BEGIN

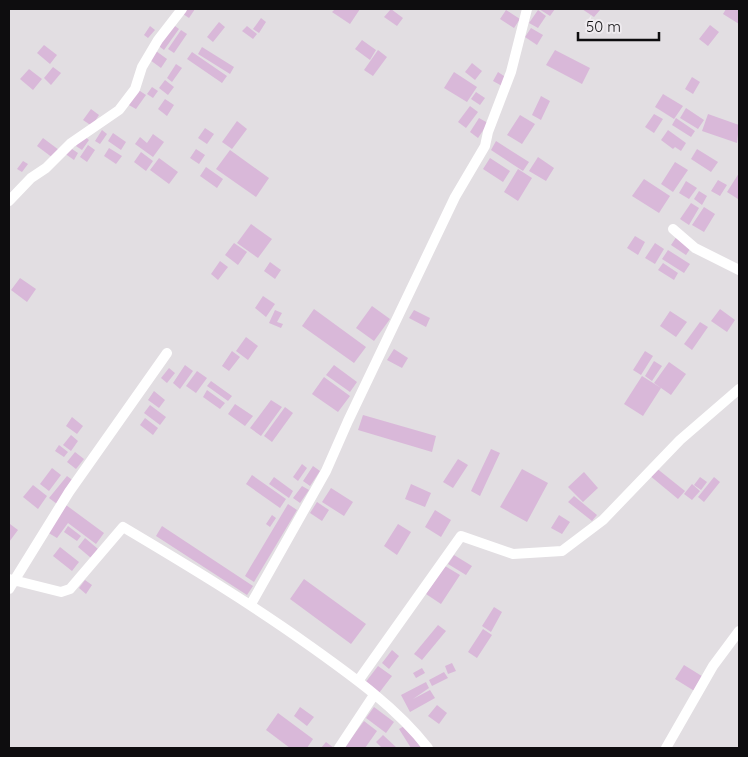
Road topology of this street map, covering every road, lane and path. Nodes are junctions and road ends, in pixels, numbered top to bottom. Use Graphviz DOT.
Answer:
graph roads {
  1 [pos="182,9"];
  2 [pos="526,9"];
  3 [pos="9,201"];
  4 [pos="672,228"];
  5 [pos="739,270"];
  6 [pos="166,353"];
  7 [pos="739,389"];
  8 [pos="10,583"];
  9 [pos="251,604"];
  10 [pos="739,631"];
  11 [pos="358,681"];
  12 [pos="374,695"];
  13 [pos="339,748"];
  14 [pos="428,748"];
  15 [pos="666,748"];
  1 -- 3 [label="street"];
  2 -- 9 [label="street"];
  4 -- 5 [label="street"];
  6 -- 8 [label="street"];
  7 -- 11 [label="street"];
  8 -- 9 [label="street"];
  9 -- 11 [label="street"];
  10 -- 15 [label="street"];
  11 -- 12 [label="street"];
  12 -- 13 [label="street"];
  12 -- 14 [label="street"];
}
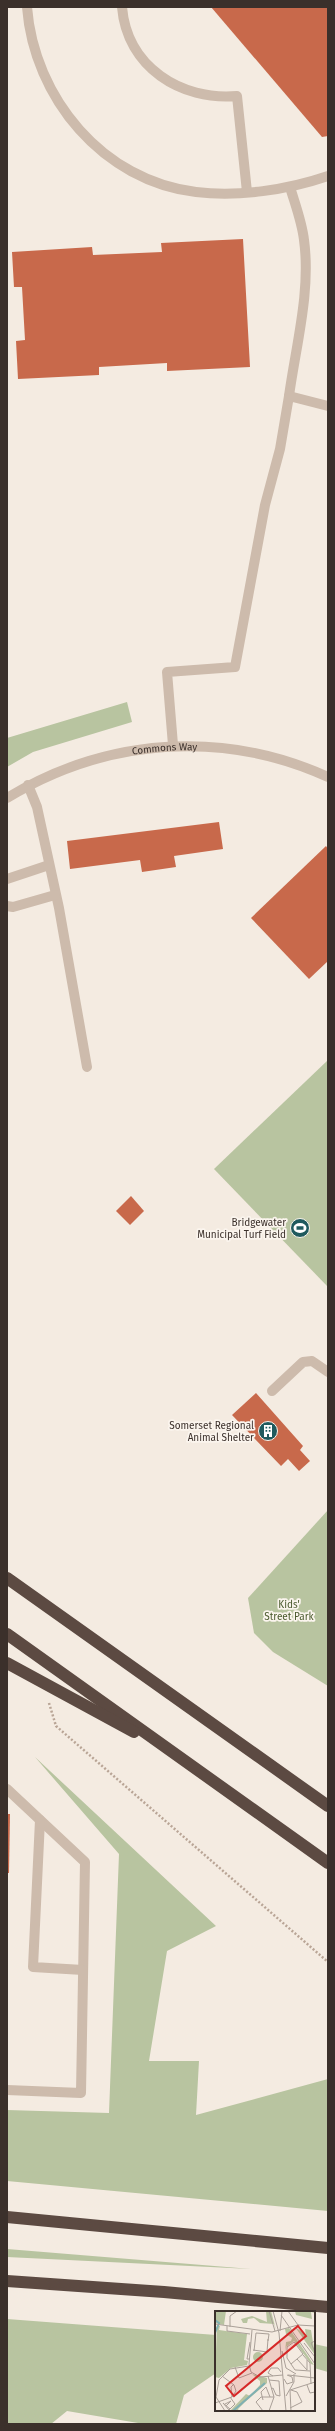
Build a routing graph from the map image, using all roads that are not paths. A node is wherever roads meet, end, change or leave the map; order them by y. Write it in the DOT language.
graph roads {
  1 [pos="27,7"];
  2 [pos="122,7"];
  3 [pos="328,176"];
  4 [pos="290,187"];
  5 [pos="247,192"];
  6 [pos="289,396"];
  7 [pos="328,406"];
  8 [pos="173,745"];
  9 [pos="328,777"];
  10 [pos="28,785"];
  11 [pos="7,798"];
  12 [pos="50,865"];
  13 [pos="7,879"];
  14 [pos="55,895"];
  15 [pos="7,906"];
  16 [pos="87,1067"];
  17 [pos="328,1372"];
  18 [pos="272,1391"];
  19 [pos="7,1578"];
  20 [pos="7,1634"];
  21 [pos="7,1663"];
  22 [pos="170,1750"];
  23 [pos="7,1789"];
  24 [pos="328,1806"];
  25 [pos="40,1820"];
  26 [pos="328,1863"];
  27 [pos="83,1970"];
  28 [pos="7,2090"];
  29 [pos="7,2218"];
  30 [pos="328,2248"];
  31 [pos="7,2281"];
  32 [pos="328,2307"];
  1 -- 5 [label="street"];
  2 -- 5 [label="street"];
  3 -- 4 [label="street"];
  4 -- 5 [label="street"];
  4 -- 6 [label="street"];
  6 -- 7 [label="street"];
  6 -- 8 [label="street"];
  8 -- 9 [label="street, Commons Way"];
  8 -- 10 [label="street, Commons Way"];
  10 -- 11 [label="street, Commons Way"];
  10 -- 12 [label="street"];
  12 -- 13 [label="street"];
  12 -- 14 [label="street"];
  14 -- 15 [label="street"];
  14 -- 16 [label="street"];
  17 -- 18 [label="street"];
  19 -- 24 [label="highway"];
  20 -- 22 [label="highway"];
  21 -- 22 [label="highway"];
  22 -- 26 [label="highway"];
  23 -- 25 [label="street"];
  25 -- 27 [label="street"];
  25 -- 27 [label="street"];
  27 -- 28 [label="street"];
  29 -- 30 [label="highway"];
  31 -- 32 [label="highway"];
}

END

### WHAT YOU NEED TO DO
Exclude all images and restate the records above word for word.

### ANSWER TO THIS TASK
Road topology of this street map, covering every road, lane and path. Nodes are junctions and road ends, in pixels, numbered top to bottom. Use Graphviz DOT.
Answer:
graph roads {
  1 [pos="182,9"];
  2 [pos="526,9"];
  3 [pos="9,201"];
  4 [pos="672,228"];
  5 [pos="739,270"];
  6 [pos="166,353"];
  7 [pos="739,389"];
  8 [pos="10,583"];
  9 [pos="251,604"];
  10 [pos="739,631"];
  11 [pos="358,681"];
  12 [pos="374,695"];
  13 [pos="339,748"];
  14 [pos="428,748"];
  15 [pos="666,748"];
  1 -- 3 [label="street"];
  2 -- 9 [label="street"];
  4 -- 5 [label="street"];
  6 -- 8 [label="street"];
  7 -- 11 [label="street"];
  8 -- 9 [label="street"];
  9 -- 11 [label="street"];
  10 -- 15 [label="street"];
  11 -- 12 [label="street"];
  12 -- 13 [label="street"];
  12 -- 14 [label="street"];
}
Build a routing graph from the map image, using all roads that are not paths. A node is wherever roads meet, end, change or leave the map; order them by y. Write it in the DOT language.
graph roads {
  1 [pos="27,7"];
  2 [pos="122,7"];
  3 [pos="328,176"];
  4 [pos="290,187"];
  5 [pos="247,192"];
  6 [pos="289,396"];
  7 [pos="328,406"];
  8 [pos="173,745"];
  9 [pos="328,777"];
  10 [pos="28,785"];
  11 [pos="7,798"];
  12 [pos="50,865"];
  13 [pos="7,879"];
  14 [pos="55,895"];
  15 [pos="7,906"];
  16 [pos="87,1067"];
  17 [pos="328,1372"];
  18 [pos="272,1391"];
  19 [pos="7,1578"];
  20 [pos="7,1634"];
  21 [pos="7,1663"];
  22 [pos="170,1750"];
  23 [pos="7,1789"];
  24 [pos="328,1806"];
  25 [pos="40,1820"];
  26 [pos="328,1863"];
  27 [pos="83,1970"];
  28 [pos="7,2090"];
  29 [pos="7,2218"];
  30 [pos="328,2248"];
  31 [pos="7,2281"];
  32 [pos="328,2307"];
  1 -- 5 [label="street"];
  2 -- 5 [label="street"];
  3 -- 4 [label="street"];
  4 -- 5 [label="street"];
  4 -- 6 [label="street"];
  6 -- 7 [label="street"];
  6 -- 8 [label="street"];
  8 -- 9 [label="street, Commons Way"];
  8 -- 10 [label="street, Commons Way"];
  10 -- 11 [label="street, Commons Way"];
  10 -- 12 [label="street"];
  12 -- 13 [label="street"];
  12 -- 14 [label="street"];
  14 -- 15 [label="street"];
  14 -- 16 [label="street"];
  17 -- 18 [label="street"];
  19 -- 24 [label="highway"];
  20 -- 22 [label="highway"];
  21 -- 22 [label="highway"];
  22 -- 26 [label="highway"];
  23 -- 25 [label="street"];
  25 -- 27 [label="street"];
  25 -- 27 [label="street"];
  27 -- 28 [label="street"];
  29 -- 30 [label="highway"];
  31 -- 32 [label="highway"];
}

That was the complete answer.